Child of Empire – Bradford Cathedral

14th November 2022

Bradford Cathedral will host the animated virtual reality docu-drama Child of Empire this week, immersing viewers in one of the largest forced migrations in human history: the 1947 Partition of India and Pakistan.

Bradford Cathedral marks Interfaith Week with the animated VR drama doc, Child of Empire telling the Partition story first-hand.

The experience – first seen at the Sundance Film Festival earlier this year – will be available every day (apart from Tuesday) from 10 – 4pm, marks Interfaith Week, and is the latest event in the Cathedral’s Artspace programme.

The film takes audiences through a deeply personal perspective of this epic historical event. Two men from the Partition generation — Ishar Das Arora (voiced by Adil Hussain), an Indian Hindu who migrated from Pakistan to India, and Iqbal-ud-din Ahmed (voiced by Salman Shahid), a Pakistani Muslim who made the opposite journey — share childhood memories of their experiences while playing a board game. As the two men unpack their memories, audiences embody the experience of a 7-year-old child at key points in the migration.

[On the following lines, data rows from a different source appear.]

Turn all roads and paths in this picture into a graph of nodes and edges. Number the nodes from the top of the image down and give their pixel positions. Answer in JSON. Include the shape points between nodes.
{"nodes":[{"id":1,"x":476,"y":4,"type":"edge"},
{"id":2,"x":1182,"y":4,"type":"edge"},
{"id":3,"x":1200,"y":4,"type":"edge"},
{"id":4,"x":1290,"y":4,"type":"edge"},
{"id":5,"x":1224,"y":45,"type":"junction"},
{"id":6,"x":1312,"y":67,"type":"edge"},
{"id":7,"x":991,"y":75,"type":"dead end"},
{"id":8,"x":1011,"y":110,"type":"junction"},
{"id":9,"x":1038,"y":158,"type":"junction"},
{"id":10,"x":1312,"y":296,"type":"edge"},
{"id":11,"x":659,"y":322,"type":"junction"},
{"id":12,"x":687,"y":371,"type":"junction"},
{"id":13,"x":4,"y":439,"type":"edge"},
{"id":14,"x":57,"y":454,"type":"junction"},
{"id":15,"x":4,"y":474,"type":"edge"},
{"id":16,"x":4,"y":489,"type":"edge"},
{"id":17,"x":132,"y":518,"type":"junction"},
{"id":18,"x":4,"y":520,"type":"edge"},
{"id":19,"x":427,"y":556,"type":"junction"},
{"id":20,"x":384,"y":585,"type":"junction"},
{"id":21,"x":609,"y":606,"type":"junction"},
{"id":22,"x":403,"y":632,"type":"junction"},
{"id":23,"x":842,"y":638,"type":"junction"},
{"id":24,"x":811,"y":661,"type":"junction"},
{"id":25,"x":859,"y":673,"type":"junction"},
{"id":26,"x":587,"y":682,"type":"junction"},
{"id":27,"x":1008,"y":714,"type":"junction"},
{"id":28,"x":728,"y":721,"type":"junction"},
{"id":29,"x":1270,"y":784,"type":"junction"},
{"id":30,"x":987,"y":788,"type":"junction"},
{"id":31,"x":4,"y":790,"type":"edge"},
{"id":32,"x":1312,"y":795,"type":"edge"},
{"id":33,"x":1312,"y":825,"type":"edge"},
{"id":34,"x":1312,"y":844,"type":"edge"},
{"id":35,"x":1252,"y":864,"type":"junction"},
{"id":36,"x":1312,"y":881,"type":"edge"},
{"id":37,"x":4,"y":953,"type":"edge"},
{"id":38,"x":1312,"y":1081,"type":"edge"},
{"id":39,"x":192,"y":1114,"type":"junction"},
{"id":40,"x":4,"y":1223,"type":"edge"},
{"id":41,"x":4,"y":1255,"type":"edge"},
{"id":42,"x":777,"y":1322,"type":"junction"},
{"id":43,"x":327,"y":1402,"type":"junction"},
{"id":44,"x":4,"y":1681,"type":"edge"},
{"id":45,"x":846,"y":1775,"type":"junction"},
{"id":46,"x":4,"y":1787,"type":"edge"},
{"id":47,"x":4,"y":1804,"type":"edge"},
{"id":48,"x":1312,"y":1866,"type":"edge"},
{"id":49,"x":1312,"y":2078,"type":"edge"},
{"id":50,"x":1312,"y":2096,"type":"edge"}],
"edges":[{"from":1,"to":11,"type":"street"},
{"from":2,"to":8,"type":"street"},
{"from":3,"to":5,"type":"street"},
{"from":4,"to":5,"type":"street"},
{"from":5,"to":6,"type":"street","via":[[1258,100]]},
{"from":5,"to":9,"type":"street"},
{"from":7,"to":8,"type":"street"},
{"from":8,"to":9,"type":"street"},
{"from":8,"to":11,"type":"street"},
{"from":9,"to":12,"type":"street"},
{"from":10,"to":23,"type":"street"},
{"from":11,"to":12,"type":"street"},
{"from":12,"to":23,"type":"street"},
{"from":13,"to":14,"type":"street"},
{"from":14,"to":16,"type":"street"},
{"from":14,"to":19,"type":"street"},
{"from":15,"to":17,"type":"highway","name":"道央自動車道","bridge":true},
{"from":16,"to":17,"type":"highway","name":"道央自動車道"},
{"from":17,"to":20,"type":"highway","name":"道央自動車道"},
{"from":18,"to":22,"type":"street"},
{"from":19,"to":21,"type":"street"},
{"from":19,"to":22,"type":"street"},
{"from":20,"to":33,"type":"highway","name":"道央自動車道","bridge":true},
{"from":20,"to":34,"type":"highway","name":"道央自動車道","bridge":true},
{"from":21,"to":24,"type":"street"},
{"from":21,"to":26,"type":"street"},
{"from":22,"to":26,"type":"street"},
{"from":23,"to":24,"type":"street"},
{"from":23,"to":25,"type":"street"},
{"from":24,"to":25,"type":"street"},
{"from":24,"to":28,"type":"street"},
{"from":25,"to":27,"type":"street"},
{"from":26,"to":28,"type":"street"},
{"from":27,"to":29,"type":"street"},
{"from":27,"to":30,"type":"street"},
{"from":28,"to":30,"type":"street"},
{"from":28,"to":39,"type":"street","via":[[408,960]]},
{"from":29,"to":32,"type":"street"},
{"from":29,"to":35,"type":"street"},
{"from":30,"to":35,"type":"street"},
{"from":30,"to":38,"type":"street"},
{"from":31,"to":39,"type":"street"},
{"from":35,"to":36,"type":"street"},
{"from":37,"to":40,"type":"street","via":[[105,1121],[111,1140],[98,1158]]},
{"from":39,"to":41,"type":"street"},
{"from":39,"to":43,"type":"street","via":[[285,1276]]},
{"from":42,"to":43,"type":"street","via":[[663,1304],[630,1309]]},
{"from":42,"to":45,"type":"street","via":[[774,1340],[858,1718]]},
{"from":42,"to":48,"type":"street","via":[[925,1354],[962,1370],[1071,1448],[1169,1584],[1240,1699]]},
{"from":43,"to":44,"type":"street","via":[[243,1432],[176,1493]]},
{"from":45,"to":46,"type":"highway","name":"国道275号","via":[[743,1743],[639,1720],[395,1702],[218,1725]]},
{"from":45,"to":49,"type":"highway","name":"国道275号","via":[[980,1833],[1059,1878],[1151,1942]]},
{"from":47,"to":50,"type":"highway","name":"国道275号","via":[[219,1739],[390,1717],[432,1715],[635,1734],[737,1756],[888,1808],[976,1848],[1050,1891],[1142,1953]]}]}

Sparsh Ahuja, the film’s co-creator, said:

“75 years after their migrations, Partition remains a deeply personal experience for my two grandfathers (Ishar and Jagdish) who directly inspired this film. By highlighting the similarities of migration journeys on either side of the border, Child of Empire is a reminder that it is ordinary people that suffer the most when nationalisms are created and torn apart by political elites.

“This film is a challenge to the divisive communalism that unfortunately plagues the subcontinent today. As a child of diaspora, I have come to understand that the important stories of migration are not those of the politics that dictate it, but the people it uproots.”

The VR experience will be set up in the Cathedral’s North Transept, where visitors can use one of five VR headsets to experience Child of Empire. There will also be additional information stands and interactive maps to flesh out the story.

The Revd Ned Lunn, Bradford Cathedral’s Interim Canon Missioner and Chair of Artspace, said:

Bradford Cathedral is excited to welcome this innovative storytelling project as part of Interfaith Week. We, at the cathedral, have a proud history of inviting and promoting marginalised voices and hosting healing conversations between cultures. 

“As we look ahead to City of Culture and develop the Artspace programme to present more projects with the same boldness and creativity, we are grateful that this sets such a high precedent for all that will follow.”

A special closing event on Saturday 19th November evening will also show three short films Lost Migrations – a three-part animated anthology that explores the memory, loss, and trauma that accompanied the Partition of British India through the voices of the colonised.